Bildung

Das österreichische Bildungssystem ist regelmäßiges Thema politischer Debatten: es ist eines der selektivsten Bildungssysteme  im europäischen Vergleich und sorgt dafür, dass Bildung quasi vererbbar ist. Die finanzielle Situation der Eltern entscheidet also häufig über den Bildungsweg, den SchülerInnen gehen – nicht die eigenen Fähigkeiten und Wünsche.

Doch auch die Zielsetzung von Bildung wird immer problematischer. Bildung wird als Produzentin von Arbeitskraft angesehen, im Mittelpunkt steht ein klares Verwertungsinteresse.

Geschaffen werden soll ein möglichst „flexibler Mensch“, der überall funktioniert, wo man ihn oder sie hinstellt, der/die über sein/ihr „Humankapital“ verfügt, und es möglichst gewinnbringend (für das Unternehmen, in dem er oder sie angestellt ist) einsetzt. Die sich immer weiter verbreitende neoliberale Einstellung ist auch in Bildungseinrichtungen angekommen. Es kommt zu einer Abkehr von Inhalten, hin zu einem Training von Kompetenzen und Qualifikationen. Zahlreiche Standardisierungen und deren Abtesten prägen den Bildungsalltag – und dienen als Indikatoren für die Marktfähigkeit erworbener Qualifikationen.

Ein immer stärkerer Leistungsdruck, steigender Bedarf nach Nachhilfe, Strafen für SchulschwänzerInnen, überfüllte Klassen und wenig Mitspracherecht machen die Schule gerade für die SchülerInnen, die eigentlich im Mittelpunkt von Bildung stehen, zu keinem Ort, an dem gerne gelernt wird.

 

Wo wollen wir hin?

Bildung muss Menschen ein Leben lang begleiten – beginnend im Kindergarten als erster Bildungseinrichtung, über Schule, Lehre, Universität bis hin zu Erwachsenenbildung in späteren Jahren. Das Interesse am Lernen, - am selbst Erarbeiten von Themen - muss dabei von früh an geweckt werden. Bildung soll es Menschen ermöglichen, selbstständiges, kritisches Denken zu entwickeln, Urteilsfähigkeit zu lernen und ein selbstbestimmtes Leben zu leben. Und es ist die Aufgabe von Bildungspolitik den Rahmen zu schaffen, der so eine Bildung ermöglicht. Mit dem Fokus auf diejenigen, um die es hauptsächlich geht: den Lernenden. Wichtig ist hierbei vor allem, dass alle, unabhängig von ihrer finanziellen Situation, ihrer Herkunft oder ihrem Geschlecht die gleichen Bildungschancen haben und den Bildungsweg einschlagen können, den sie wollen. Dafür ist es notwendig, Bildung nicht als reine Ausbildung zu sehen und auch von jenem Denken abzukommen, die Schule sei ein Ort, der Menschen lediglich „für den Arbeitsmarkt fit macht“. Stattdessen müssen Mitbestimmung, die Förderung von Interessen und ein offenes Lernklima im Vordergrund stehen.



Schule für alle!

  • Wir sind für eine Gesamt- und Ganztagsschule! Kinder sollen unabhängig von Migrationshintergrund, Finanzen der Eltern oder körperlichen/geistigen Behinderungen alle gemeinsam in eine Schule gehen.
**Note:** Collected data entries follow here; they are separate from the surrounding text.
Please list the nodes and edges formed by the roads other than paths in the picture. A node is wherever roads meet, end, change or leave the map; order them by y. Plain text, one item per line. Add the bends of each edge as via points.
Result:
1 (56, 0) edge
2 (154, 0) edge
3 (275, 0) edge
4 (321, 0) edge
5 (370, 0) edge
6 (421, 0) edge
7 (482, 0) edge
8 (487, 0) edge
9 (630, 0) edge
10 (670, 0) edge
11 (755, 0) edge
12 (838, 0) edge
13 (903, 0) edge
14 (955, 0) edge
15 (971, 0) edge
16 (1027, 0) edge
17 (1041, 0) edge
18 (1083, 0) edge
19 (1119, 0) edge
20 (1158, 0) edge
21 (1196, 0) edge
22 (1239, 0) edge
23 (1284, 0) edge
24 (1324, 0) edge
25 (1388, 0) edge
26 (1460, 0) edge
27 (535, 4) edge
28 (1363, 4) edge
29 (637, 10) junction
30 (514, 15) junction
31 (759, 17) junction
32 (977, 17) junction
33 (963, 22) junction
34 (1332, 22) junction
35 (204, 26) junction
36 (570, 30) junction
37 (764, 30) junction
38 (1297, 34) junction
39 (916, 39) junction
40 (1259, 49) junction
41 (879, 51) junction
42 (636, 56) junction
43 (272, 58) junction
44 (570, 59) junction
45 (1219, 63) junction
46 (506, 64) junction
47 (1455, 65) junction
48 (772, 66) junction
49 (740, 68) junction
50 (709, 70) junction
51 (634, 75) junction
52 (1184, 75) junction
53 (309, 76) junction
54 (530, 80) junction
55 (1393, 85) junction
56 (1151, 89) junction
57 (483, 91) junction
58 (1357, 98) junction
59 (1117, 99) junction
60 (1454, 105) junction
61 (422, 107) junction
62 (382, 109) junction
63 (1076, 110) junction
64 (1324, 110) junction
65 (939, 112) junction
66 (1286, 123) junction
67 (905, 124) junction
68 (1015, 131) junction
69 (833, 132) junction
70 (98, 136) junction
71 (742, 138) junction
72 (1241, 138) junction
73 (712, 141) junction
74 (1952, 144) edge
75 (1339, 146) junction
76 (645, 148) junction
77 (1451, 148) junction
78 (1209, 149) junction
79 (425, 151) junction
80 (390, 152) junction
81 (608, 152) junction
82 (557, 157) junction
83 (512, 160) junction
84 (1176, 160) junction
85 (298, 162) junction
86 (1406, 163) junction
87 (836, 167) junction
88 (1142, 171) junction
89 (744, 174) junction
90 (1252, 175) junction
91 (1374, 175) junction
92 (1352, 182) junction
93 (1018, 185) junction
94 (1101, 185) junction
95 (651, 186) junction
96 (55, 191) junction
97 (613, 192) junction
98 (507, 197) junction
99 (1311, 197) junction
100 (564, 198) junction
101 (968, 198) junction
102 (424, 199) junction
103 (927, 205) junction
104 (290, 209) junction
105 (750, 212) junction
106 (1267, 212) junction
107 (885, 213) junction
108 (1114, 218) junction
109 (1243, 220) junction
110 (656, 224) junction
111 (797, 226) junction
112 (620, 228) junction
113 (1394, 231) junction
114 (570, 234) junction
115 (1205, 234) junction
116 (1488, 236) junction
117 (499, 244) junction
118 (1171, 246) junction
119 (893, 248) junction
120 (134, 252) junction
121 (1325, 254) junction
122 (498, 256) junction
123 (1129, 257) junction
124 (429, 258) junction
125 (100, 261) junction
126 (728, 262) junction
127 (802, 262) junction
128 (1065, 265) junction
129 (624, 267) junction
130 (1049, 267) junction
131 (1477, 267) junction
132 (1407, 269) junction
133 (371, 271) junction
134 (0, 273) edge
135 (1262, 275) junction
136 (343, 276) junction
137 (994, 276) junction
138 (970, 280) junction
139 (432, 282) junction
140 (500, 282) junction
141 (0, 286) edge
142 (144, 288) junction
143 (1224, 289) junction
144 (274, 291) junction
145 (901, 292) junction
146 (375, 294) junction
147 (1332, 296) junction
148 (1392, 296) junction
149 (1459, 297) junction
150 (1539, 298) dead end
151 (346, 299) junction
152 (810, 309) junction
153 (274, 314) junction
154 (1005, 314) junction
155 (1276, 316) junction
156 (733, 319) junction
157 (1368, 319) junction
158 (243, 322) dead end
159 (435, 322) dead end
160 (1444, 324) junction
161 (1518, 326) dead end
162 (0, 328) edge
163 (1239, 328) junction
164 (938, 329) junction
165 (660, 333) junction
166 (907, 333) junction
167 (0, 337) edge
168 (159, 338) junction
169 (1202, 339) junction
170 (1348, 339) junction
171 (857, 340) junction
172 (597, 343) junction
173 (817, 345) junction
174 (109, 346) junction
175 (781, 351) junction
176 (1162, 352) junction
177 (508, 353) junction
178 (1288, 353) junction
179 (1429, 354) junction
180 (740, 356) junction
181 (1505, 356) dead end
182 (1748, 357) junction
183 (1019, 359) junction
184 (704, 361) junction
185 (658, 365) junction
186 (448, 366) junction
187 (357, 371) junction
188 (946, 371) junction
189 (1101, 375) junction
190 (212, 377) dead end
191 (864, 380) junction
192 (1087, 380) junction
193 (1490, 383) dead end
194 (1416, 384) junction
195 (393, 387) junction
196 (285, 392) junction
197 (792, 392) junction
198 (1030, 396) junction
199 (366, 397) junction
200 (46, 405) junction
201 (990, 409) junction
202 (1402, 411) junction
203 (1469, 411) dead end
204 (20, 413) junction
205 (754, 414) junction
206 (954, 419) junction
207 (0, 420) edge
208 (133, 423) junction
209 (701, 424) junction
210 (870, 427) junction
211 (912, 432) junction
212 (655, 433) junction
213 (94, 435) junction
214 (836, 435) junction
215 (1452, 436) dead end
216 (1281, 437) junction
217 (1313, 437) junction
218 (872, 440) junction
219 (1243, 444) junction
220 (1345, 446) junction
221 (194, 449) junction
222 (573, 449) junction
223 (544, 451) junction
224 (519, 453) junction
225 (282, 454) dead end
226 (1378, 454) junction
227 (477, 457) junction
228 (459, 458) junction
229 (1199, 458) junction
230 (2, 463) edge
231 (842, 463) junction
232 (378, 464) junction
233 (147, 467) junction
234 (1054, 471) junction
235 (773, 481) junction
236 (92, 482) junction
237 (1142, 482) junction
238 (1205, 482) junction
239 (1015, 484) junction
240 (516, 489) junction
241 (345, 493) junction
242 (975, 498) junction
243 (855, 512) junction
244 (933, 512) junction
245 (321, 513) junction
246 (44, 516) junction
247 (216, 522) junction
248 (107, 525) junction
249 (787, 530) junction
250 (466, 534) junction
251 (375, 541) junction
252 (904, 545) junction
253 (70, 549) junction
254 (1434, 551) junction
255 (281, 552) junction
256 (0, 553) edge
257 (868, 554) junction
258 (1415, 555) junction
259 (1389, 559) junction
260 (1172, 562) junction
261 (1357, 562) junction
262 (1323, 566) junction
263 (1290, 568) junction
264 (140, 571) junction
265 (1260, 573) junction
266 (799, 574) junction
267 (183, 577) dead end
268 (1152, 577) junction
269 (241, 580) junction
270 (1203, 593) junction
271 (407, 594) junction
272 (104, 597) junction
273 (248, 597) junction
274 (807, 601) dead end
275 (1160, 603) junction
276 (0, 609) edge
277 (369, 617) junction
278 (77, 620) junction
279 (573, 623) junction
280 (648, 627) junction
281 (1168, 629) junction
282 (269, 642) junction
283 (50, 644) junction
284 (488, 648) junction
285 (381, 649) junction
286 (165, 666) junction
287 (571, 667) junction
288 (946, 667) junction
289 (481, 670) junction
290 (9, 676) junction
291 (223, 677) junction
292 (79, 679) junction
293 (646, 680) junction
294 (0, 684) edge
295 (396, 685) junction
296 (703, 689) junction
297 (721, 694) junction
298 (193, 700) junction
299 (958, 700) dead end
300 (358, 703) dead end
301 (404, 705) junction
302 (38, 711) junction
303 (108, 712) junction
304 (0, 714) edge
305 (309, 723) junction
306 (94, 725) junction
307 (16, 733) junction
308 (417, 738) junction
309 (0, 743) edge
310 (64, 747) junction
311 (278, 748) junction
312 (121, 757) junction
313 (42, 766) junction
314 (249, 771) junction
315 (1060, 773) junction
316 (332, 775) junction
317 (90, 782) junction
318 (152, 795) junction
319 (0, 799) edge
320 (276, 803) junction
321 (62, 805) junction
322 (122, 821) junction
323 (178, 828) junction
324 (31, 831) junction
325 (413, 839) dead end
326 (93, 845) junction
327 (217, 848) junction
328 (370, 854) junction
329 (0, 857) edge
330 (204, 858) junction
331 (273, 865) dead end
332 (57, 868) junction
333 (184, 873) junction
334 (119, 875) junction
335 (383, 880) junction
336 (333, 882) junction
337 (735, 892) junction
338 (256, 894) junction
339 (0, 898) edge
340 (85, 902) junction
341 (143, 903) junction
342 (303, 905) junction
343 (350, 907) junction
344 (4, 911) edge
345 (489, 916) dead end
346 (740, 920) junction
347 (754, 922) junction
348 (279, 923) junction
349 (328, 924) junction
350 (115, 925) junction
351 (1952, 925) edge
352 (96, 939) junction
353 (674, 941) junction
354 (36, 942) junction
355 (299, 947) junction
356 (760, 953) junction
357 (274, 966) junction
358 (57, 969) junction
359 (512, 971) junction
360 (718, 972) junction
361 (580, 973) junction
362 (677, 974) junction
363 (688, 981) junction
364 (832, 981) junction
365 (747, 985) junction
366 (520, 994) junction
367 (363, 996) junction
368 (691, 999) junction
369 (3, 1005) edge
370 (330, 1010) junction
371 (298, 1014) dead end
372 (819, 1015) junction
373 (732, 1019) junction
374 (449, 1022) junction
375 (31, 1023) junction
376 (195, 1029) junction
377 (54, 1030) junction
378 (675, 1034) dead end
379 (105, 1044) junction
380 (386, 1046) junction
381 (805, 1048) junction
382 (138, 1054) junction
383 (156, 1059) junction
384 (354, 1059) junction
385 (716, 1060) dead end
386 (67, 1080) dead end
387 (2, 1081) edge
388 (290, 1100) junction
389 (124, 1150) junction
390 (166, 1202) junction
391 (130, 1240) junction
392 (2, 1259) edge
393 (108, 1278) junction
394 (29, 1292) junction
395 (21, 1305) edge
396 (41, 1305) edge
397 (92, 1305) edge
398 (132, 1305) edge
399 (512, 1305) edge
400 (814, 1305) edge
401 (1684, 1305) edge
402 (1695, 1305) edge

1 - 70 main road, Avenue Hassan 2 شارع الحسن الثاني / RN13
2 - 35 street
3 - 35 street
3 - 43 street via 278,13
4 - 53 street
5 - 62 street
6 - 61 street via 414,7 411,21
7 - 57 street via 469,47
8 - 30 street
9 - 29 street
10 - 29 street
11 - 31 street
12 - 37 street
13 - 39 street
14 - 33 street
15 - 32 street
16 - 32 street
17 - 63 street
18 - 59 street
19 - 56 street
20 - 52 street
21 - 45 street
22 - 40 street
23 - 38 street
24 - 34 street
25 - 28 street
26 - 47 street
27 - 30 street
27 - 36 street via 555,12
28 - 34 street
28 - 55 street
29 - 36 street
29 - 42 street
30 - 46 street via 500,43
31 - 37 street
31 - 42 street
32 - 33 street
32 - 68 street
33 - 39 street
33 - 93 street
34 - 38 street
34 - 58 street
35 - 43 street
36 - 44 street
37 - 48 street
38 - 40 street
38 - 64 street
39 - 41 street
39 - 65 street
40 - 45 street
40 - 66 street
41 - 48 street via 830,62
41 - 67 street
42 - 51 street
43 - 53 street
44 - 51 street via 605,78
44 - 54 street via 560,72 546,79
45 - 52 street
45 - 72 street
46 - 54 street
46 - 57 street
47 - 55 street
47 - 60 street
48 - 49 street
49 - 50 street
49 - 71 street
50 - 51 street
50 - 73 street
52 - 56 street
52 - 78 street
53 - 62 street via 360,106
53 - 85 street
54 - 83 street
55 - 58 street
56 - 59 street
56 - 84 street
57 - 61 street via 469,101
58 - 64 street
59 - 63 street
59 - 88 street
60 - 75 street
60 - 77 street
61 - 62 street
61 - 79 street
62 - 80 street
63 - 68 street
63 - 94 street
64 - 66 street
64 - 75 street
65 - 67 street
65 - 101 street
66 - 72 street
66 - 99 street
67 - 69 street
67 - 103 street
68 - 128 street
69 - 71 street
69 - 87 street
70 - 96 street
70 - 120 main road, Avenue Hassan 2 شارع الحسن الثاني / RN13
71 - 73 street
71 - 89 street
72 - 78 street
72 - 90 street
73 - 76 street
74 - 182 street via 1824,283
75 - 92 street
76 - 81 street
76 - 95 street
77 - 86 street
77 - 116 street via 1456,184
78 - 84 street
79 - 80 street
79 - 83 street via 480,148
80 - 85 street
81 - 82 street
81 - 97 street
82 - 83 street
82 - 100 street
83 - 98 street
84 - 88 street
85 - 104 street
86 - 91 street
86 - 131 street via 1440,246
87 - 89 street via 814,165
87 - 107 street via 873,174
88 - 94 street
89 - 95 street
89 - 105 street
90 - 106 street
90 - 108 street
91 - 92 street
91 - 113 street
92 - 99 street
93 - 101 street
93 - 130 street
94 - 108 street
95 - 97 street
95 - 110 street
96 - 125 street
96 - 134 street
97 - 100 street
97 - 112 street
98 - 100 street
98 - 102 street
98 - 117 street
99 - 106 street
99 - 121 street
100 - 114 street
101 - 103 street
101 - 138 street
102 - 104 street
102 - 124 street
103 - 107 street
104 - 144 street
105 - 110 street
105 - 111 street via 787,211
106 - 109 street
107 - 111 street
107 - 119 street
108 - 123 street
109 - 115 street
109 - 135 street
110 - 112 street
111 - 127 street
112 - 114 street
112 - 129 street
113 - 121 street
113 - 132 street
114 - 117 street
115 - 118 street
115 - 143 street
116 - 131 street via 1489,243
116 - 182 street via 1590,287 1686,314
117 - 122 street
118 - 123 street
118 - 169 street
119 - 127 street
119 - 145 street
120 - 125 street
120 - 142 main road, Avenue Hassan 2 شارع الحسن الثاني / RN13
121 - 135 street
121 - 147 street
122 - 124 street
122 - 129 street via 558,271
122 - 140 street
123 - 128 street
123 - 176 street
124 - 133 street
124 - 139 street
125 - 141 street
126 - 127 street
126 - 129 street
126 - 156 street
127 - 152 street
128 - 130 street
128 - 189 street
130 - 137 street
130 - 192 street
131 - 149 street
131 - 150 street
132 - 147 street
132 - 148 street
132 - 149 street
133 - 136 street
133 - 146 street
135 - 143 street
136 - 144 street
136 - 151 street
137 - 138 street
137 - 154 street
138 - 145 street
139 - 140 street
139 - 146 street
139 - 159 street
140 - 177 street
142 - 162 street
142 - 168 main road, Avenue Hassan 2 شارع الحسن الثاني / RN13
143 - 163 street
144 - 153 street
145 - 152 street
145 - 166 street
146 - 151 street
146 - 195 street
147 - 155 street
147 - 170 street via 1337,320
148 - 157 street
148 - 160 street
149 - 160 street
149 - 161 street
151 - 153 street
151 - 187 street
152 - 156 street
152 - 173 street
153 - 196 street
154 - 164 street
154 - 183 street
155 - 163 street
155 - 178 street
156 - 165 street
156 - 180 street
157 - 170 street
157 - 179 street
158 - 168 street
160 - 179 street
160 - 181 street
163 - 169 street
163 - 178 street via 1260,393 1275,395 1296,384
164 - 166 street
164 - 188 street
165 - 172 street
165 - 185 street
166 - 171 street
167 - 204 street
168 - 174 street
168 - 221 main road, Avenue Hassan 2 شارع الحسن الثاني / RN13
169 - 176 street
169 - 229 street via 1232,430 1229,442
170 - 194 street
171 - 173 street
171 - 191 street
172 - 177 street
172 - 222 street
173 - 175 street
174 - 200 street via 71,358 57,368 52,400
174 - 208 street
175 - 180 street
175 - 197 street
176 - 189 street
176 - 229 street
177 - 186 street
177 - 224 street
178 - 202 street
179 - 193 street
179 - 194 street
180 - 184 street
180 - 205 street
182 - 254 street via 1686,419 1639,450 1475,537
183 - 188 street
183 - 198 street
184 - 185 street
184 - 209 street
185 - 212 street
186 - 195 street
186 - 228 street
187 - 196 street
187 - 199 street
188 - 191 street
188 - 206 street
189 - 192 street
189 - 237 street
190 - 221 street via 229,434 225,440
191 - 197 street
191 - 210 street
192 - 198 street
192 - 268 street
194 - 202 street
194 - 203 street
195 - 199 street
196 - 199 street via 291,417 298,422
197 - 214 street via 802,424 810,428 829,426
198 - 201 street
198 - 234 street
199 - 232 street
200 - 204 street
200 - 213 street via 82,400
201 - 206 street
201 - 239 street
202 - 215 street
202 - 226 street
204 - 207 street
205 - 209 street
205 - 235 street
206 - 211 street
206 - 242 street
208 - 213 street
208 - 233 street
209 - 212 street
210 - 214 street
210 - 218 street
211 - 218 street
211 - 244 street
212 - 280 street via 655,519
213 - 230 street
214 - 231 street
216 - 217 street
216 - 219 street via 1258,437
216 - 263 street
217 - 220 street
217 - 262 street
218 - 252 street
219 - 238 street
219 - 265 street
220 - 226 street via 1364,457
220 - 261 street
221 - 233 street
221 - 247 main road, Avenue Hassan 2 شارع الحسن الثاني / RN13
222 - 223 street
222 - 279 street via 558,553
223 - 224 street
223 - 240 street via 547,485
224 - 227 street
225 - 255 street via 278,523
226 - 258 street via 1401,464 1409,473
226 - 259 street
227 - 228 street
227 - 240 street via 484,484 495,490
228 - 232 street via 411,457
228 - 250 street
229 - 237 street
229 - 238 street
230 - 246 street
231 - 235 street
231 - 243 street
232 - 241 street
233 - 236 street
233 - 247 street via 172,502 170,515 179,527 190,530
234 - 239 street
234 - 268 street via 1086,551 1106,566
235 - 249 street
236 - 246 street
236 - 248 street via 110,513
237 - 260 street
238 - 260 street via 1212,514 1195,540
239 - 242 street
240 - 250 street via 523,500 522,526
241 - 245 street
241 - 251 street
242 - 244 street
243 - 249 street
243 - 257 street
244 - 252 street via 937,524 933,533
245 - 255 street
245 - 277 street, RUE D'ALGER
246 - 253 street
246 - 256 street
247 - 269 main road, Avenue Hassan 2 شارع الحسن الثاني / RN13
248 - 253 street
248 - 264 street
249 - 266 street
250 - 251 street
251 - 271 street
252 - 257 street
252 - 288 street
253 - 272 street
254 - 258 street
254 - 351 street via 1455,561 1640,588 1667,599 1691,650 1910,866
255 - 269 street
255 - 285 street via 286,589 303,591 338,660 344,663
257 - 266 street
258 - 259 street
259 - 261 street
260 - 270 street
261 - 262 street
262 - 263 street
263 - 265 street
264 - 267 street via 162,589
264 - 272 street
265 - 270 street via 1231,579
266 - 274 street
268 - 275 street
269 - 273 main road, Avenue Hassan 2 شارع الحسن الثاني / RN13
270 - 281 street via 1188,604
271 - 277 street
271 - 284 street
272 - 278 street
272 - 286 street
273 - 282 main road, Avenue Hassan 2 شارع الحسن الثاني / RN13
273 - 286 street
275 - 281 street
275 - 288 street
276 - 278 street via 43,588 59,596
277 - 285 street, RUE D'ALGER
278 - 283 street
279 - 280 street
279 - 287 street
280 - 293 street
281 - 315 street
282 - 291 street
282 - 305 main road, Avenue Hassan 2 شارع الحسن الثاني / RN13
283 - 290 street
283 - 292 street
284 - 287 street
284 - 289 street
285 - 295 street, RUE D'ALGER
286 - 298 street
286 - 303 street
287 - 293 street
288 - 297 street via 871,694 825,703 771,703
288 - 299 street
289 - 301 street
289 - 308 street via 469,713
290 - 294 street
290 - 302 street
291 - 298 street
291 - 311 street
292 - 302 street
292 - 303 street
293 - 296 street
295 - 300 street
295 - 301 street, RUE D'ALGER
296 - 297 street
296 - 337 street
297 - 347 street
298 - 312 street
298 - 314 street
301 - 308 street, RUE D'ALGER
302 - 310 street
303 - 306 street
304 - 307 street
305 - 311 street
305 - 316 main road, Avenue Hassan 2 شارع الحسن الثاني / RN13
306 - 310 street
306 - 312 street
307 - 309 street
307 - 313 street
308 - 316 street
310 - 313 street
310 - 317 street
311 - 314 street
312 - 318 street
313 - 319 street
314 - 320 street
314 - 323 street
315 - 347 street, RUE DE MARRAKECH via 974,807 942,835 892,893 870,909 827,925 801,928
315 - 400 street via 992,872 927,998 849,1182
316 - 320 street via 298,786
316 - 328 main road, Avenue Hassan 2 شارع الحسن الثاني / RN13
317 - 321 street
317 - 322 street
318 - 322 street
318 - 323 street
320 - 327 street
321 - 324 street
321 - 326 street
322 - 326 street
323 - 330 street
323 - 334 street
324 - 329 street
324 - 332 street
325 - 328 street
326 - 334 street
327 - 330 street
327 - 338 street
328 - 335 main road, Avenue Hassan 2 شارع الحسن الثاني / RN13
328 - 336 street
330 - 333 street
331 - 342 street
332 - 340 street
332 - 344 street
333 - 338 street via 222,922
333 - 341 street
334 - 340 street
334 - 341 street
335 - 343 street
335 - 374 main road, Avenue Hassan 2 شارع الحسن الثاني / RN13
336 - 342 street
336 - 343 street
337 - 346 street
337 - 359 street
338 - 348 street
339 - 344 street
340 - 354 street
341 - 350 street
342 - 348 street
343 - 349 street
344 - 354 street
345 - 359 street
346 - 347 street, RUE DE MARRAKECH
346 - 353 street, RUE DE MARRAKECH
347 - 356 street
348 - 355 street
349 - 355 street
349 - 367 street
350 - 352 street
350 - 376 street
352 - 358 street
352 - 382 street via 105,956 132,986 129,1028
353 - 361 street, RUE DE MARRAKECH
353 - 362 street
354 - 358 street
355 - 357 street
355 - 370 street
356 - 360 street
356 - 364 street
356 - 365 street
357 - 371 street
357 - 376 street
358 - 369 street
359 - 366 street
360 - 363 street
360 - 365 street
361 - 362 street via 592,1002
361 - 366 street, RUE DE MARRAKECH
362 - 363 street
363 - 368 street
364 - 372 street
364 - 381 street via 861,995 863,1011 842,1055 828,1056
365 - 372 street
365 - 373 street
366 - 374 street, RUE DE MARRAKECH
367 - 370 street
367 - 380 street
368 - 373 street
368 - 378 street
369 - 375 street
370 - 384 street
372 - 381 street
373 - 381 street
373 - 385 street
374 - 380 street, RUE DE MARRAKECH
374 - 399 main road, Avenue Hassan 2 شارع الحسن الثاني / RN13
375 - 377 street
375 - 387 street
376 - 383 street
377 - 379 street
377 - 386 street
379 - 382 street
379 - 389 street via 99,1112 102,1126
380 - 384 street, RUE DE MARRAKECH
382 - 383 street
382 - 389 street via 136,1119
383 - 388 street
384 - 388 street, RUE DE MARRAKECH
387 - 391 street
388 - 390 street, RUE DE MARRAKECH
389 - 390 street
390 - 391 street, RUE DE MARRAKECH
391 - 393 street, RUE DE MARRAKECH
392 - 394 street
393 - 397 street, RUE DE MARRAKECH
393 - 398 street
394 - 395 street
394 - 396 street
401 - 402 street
  • Gleiche Bildungschancen für alle! Welche Bildung ein Kind erhält, darf nicht von den Finanzen der Eltern abhängig sein.

  • Schule ohne Rucksack: SchülerInnen (und LehrerInnen) sollen in der Schulzeit ihre Aufgaben erledigen können und sie nicht mit nach Hause nehmen müssen.

  • Dafür braucht es zusätzliches Lehrpersonal, Fortbildungsmöglichkeiten für LehrerInnen und Maßnahmen zur Inklusion

 

Schule ohne Druck!

  • Bildung statt Ausbildung - Ökonomisierung entgegenwirken! Schule soll ein Ort sein, an dem Kinder für das Leben lernen und nicht für den Arbeitsmarkt.

  • Weg mit der Orientierung an Bildungsstandards! Jedes Kind braucht eine individuelle Förderung und keine Massenabfertigung.

  • Sitzen bleiben abschaffen!

  • Noten abschaffen! Wir wollen ein individuelles Beurteilungssystem.

  • Keine Geldstrafen für SchulschwänzerInnen!